(Bloomberg) -- A rebound in the world’s reserve currency could choke the current rally of its peers in emerging markets.
That’s the view of Brendan McKenna, a Wells Fargo Securities strategist who expects investors to flock to the U.S. dollar just as underlying risks in developing economies come into focus. The firm was among the most accurate forecasters of major currencies in the fourth quarter -- and No. 1 for Latin America.
“The dynamics that have supported foreign currencies, in particular emerging market currencies, are unlikely to persist,” he said in a Tuesday report. “As the focus shifts back to country-specific fundamentals, we believe investors will again divert capital back toward U.S. dollar-denominated assets, which should be supportive of the greenback over time.”
It’s a stark outlook compared with those from Societe Generale and Morgan Stanley, which in recent days brightened their stances on some emerging assets. It also comes after the best week for a key MSCI Inc. gauge of developing currencies since early September.
Still, the index fell on Tuesday, with 21 of 24 emerging currencies down. The Hungarian forint and Turkish lira were among the biggest decliners.
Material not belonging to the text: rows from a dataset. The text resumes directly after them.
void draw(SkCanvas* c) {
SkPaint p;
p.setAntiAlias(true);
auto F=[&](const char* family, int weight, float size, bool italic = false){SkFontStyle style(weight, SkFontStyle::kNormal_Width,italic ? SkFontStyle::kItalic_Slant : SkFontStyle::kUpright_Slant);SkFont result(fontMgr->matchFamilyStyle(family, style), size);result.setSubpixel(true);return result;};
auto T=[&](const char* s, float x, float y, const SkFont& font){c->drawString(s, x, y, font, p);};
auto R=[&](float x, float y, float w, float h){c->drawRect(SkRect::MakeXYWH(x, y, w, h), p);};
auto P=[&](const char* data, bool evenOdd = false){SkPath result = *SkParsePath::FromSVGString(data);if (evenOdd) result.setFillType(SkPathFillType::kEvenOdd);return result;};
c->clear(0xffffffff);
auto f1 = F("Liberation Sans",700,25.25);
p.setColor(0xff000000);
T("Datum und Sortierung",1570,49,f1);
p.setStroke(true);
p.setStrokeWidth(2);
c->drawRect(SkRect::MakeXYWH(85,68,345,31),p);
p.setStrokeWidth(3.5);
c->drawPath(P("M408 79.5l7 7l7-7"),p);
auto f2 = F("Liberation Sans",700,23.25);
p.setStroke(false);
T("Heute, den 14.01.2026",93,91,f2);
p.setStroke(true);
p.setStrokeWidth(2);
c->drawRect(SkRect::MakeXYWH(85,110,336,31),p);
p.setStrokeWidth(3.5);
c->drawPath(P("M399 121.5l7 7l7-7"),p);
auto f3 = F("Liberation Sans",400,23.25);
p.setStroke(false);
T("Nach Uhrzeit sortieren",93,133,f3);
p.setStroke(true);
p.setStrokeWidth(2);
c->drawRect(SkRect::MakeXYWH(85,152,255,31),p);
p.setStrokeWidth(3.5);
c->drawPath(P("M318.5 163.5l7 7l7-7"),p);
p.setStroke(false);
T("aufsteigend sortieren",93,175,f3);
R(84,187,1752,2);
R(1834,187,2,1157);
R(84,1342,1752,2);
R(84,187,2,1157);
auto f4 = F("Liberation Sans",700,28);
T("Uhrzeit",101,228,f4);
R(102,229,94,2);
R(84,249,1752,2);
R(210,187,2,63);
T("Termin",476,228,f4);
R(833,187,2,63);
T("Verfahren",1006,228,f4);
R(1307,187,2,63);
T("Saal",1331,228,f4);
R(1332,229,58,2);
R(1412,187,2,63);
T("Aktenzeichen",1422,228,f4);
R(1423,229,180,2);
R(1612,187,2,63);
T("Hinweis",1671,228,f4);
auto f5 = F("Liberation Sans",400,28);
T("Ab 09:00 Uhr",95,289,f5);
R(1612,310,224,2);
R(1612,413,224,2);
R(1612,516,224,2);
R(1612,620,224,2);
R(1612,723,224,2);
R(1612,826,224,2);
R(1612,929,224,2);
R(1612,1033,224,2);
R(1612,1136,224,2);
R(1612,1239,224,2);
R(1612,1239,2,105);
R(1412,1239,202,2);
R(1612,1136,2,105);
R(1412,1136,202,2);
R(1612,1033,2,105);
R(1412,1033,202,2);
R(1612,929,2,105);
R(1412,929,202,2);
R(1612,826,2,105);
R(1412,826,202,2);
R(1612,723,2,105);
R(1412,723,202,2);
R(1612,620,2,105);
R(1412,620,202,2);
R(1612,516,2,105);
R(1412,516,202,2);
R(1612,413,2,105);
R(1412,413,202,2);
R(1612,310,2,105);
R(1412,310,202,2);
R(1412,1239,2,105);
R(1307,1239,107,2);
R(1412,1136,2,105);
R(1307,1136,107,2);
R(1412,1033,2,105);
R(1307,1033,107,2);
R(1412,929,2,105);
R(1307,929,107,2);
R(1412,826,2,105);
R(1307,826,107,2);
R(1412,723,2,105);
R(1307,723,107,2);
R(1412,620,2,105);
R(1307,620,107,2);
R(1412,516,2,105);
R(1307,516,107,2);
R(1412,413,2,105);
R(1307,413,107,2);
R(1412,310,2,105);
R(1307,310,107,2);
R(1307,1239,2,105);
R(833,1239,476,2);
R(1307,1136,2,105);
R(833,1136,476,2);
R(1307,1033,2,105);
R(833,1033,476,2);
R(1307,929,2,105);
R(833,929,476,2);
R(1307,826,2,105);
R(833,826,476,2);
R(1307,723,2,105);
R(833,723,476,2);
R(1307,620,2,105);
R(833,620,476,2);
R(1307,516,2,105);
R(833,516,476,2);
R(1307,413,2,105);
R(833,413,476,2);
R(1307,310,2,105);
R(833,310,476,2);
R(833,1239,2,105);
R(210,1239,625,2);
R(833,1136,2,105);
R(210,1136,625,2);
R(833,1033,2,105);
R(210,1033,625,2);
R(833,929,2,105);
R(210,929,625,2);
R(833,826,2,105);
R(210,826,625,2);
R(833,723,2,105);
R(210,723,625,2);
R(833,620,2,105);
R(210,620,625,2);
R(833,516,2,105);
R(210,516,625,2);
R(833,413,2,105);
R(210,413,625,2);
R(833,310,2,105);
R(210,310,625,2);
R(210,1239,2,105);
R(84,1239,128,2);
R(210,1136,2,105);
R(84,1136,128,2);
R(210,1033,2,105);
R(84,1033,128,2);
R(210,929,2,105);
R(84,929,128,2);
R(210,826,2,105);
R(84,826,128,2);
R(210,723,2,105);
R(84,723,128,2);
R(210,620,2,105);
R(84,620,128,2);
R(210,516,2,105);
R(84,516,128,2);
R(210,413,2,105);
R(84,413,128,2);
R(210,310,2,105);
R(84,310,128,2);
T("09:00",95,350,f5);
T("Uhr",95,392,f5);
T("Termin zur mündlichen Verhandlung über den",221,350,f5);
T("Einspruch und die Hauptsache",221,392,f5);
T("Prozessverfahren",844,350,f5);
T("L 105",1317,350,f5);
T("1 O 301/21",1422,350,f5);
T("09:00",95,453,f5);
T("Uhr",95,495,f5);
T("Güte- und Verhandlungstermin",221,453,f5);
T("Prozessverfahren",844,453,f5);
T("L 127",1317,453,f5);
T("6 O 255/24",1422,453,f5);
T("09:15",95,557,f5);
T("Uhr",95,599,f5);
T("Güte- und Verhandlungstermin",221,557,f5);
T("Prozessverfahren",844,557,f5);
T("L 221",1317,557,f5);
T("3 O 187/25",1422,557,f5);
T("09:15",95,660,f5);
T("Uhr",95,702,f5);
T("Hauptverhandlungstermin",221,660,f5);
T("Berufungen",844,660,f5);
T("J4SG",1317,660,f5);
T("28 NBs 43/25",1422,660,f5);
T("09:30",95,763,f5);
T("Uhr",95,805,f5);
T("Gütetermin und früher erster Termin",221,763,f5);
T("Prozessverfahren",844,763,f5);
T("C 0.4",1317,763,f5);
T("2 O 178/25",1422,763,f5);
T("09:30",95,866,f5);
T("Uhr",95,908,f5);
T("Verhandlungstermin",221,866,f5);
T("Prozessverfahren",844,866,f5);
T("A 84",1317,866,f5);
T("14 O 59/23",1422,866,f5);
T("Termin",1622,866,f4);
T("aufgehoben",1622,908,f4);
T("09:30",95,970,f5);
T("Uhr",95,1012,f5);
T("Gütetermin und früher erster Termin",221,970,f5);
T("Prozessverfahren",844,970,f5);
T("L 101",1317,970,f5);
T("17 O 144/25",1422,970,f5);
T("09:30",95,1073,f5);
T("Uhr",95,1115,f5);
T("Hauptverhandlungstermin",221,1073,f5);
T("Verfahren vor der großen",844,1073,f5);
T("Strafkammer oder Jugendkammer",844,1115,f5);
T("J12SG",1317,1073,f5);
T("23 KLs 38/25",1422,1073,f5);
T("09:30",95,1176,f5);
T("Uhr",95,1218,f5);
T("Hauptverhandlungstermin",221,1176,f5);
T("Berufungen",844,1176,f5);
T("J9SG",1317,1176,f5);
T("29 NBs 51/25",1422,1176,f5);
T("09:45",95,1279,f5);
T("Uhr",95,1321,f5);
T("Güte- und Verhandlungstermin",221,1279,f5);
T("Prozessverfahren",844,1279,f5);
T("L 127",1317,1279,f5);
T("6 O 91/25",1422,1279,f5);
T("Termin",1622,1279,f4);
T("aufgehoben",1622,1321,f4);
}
The dollar, meantime, was headed for its biggest gain since the first trading day of this year.
To McKenna, it’s likely that tighter Federal Reserve policy and higher bond yields will take the steam out of an early advance in developing currencies, especially in nations where local political developments could turn negative. While the dollar may gain against Group-of-10 peers this year as well, the rally will be the most intense against emerging currencies, he said.
He pointed to the risk of upcoming elections in Colombia and Brazil, along with the fallout of sharp political turns in Peru and Chile last year. Unorthodox policy in Turkey may continue to weigh on the lira, while political risk in South Africa and geopolitical tensions for Russia may keep the rand and ruble on the back foot. Diverging Chinese and U.S. monetary policy, meantime, could drag on the renminbi and put pressure on emerging Asian currency, McKenna said.
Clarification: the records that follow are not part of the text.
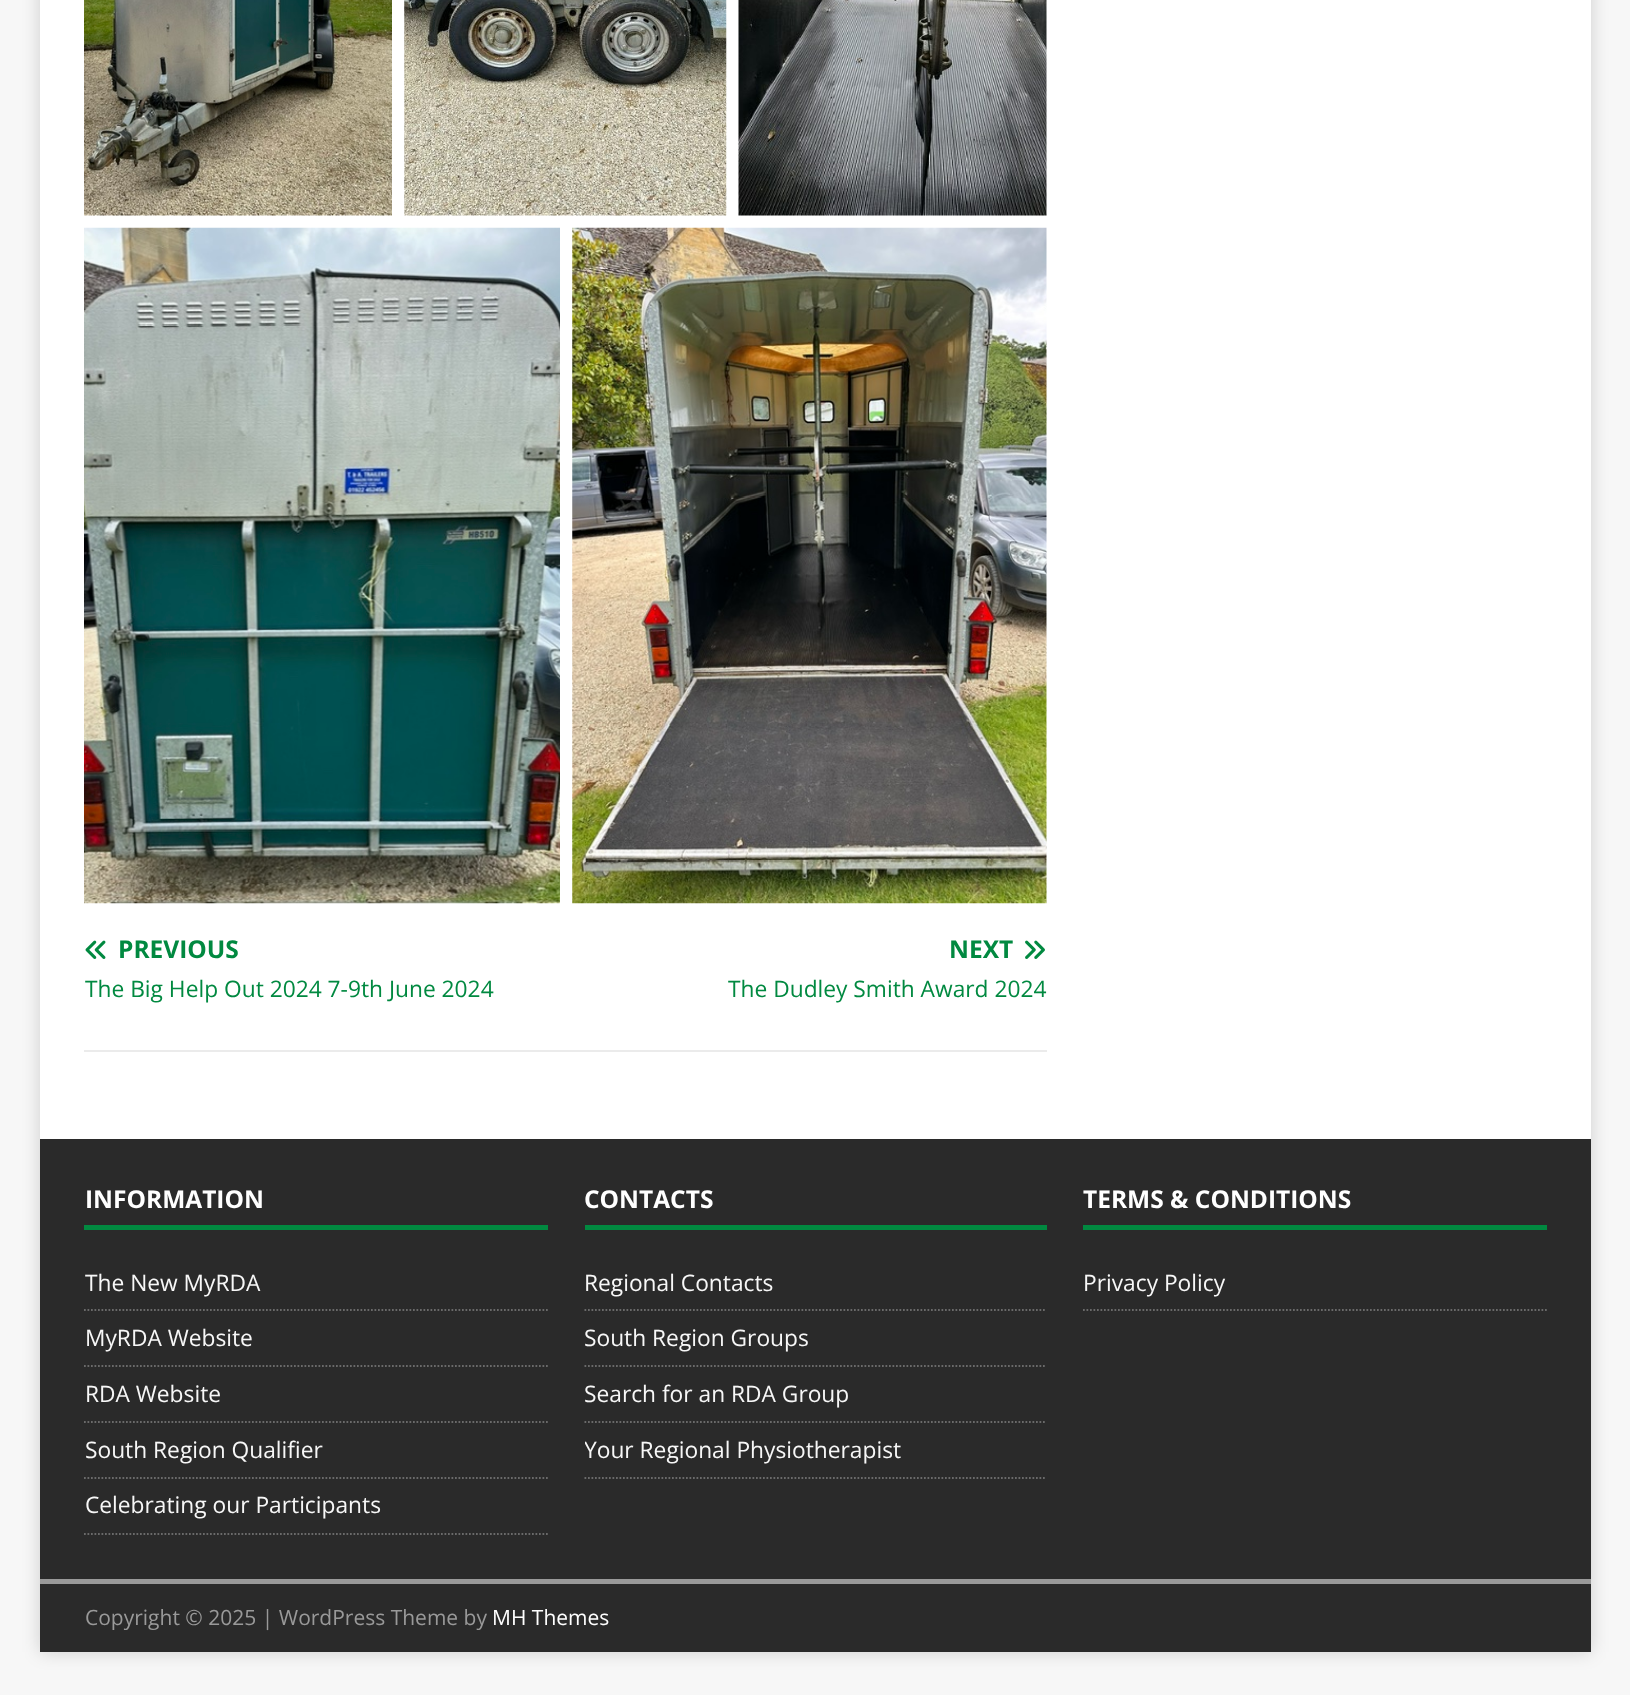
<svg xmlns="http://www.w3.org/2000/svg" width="1630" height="1695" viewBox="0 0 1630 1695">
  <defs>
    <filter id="blur1" x="-50%" y="-200%" width="200%" height="500%"><feGaussianBlur stdDeviation="9"/></filter>
    <clipPath id="clip1"><rect x="585" y="1183" width="462" height="296"/></clipPath>
  </defs>
  <rect width="100%" height="100%" fill="#f7f7f7"/>
  <rect x="40" y="-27" width="1551" height="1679" fill="#323232" fill-opacity="0.17" filter="url(#blur1)"/>
  <rect x="40" y="0" width="1551" height="1139" fill="#ffffff"/>
  <image x="84" y="0" width="308" height="216" href="img1.png"/>
  <image x="404" y="0" width="323" height="216" href="img2.png"/>
  <image x="738" y="0" width="309" height="216" href="img3.png"/>
  <image x="84" y="227" width="476" height="677" href="img4.png"/>
  <image x="572" y="227" width="475" height="677" href="img5.png"/>
  <rect x="84" y="1050" width="963" height="2" fill="#ebebeb"/>
  <image x="85" y="940" width="21" height="19" href="img6.png"/>
  <text x="118" y="958" font-family="Open Sans" font-size="24.5" font-weight="bold" fill="#018940">PREVIOUS</text>
  <text x="85" y="997" font-family="Open Sans" font-size="22.75" fill="#018940">The Big Help Out 2024 7-9th June 2024</text>
  <text x="949" y="958" font-family="Open Sans" font-size="24.5" font-weight="bold" fill="#018940">NEXT</text>
  <image x="1025" y="940" width="20" height="19" href="img7.png"/>
  <text x="728" y="997" font-family="Open Sans" font-size="22.75" fill="#018940">The Dudley Smith Award 2024</text>
  <rect x="40" y="1139" width="1551" height="440" fill="#2a2a2a"/>
  <rect x="84" y="1225" width="464" height="5" fill="#018940"/>
  <text x="85" y="1208" font-family="Open Sans" font-size="24.5" font-weight="bold" fill="#ffffff">INFORMATION</text>
  <path d="M84 1310H548" fill="none" stroke="#6a6a6a" stroke-width="1.8" stroke-dasharray="1.75 1.75"/>
  <text x="85" y="1291" font-family="Open Sans" font-size="22.75" fill="#f7f7f7">The New MyRDA</text>
  <path d="M84 1366H548" fill="none" stroke="#6a6a6a" stroke-width="1.8" stroke-dasharray="1.75 1.75"/>
  <text x="85" y="1346" font-family="Open Sans" font-size="22.75" fill="#f7f7f7">MyRDA Website</text>
  <path d="M84 1422H548" fill="none" stroke="#6a6a6a" stroke-width="1.8" stroke-dasharray="1.75 1.75"/>
  <text x="85" y="1402" font-family="Open Sans" font-size="22.75" fill="#f7f7f7">RDA Website</text>
  <path d="M84 1478H548" fill="none" stroke="#6a6a6a" stroke-width="1.8" stroke-dasharray="1.75 1.75"/>
  <text x="85" y="1458" font-family="Open Sans" font-size="22.75" fill="#f7f7f7">South Region Qualifier</text>
  <path d="M84 1534H548" fill="none" stroke="#6a6a6a" stroke-width="1.8" stroke-dasharray="1.75 1.75"/>
  <text x="85" y="1513" font-family="Open Sans" font-size="22.75" fill="#f7f7f7">Celebrating our Participants</text>
  <rect x="585" y="1225" width="462" height="5" fill="#018940"/>
  <text x="584" y="1208" font-family="Open Sans" font-size="24.5" font-weight="bold" fill="#ffffff">CONTACTS</text>
  <path d="M584.5 1310H1046.5" fill="none" stroke="#6a6a6a" stroke-width="1.8" stroke-dasharray="1.75 1.75"/>
  <text x="584" y="1291" font-family="Open Sans" font-size="22.75" fill="#f7f7f7">Regional Contacts</text>
  <path d="M584.5 1366H1046.5" fill="none" stroke="#6a6a6a" stroke-width="1.8" stroke-dasharray="1.75 1.75"/>
  <text x="584" y="1346" font-family="Open Sans" font-size="22.75" fill="#f7f7f7">South Region Groups</text>
  <path d="M584.5 1422H1046.5" fill="none" stroke="#6a6a6a" stroke-width="1.8" stroke-dasharray="1.75 1.75"/>
  <text x="584" y="1402" font-family="Open Sans" font-size="22.75" fill="#f7f7f7">Search for an RDA Group</text>
  <path d="M584.5 1478H1046.5" fill="none" stroke="#6a6a6a" stroke-width="1.8" stroke-dasharray="1.75 1.75"/>
  <g clip-path="url(#clip1)">
    <text x="584" y="1458" font-family="Open Sans" font-size="22.75" fill="#f7f7f7">Your Regional Physiotherapist</text>
  </g>
  <rect x="1083" y="1225" width="464" height="5" fill="#018940"/>
  <text x="1083" y="1208" font-family="Open Sans" font-size="24.5" font-weight="bold" fill="#ffffff">TERMS &amp; CONDITIONS</text>
  <path d="M1083 1310H1547" fill="none" stroke="#6a6a6a" stroke-width="1.8" stroke-dasharray="1.75 1.75"/>
  <text x="1083" y="1291" font-family="Open Sans" font-size="22.75" fill="#f7f7f7">Privacy Policy</text>
  <rect x="40" y="1584" width="1551" height="68" fill="#2a2a2a"/>
  <rect x="40" y="1579" width="1551" height="5" fill="#999999"/>
  <text x="85" y="1625" font-family="Open Sans" font-size="21" fill="#999999">Copyright © 2025 | WordPress Theme by</text>
  <text x="492" y="1625" font-family="Open Sans" font-size="21" fill="#ffffff">MH Themes</text>
</svg>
BNP Paribas strategists including Burak Baskurt are also expecting emerging currencies to weaken against the greenback as the Fed embarks on quantitative tightening, though they said much of the impact took place last year as investors started pricing in Fed tightening.
Earlier, Morgan Stanley strategists led by James Lord removed their long-standing bearish view on emerging currencies. They now hold a neutral stance, recommending traders focus on relative value within developing-economy exchange rates.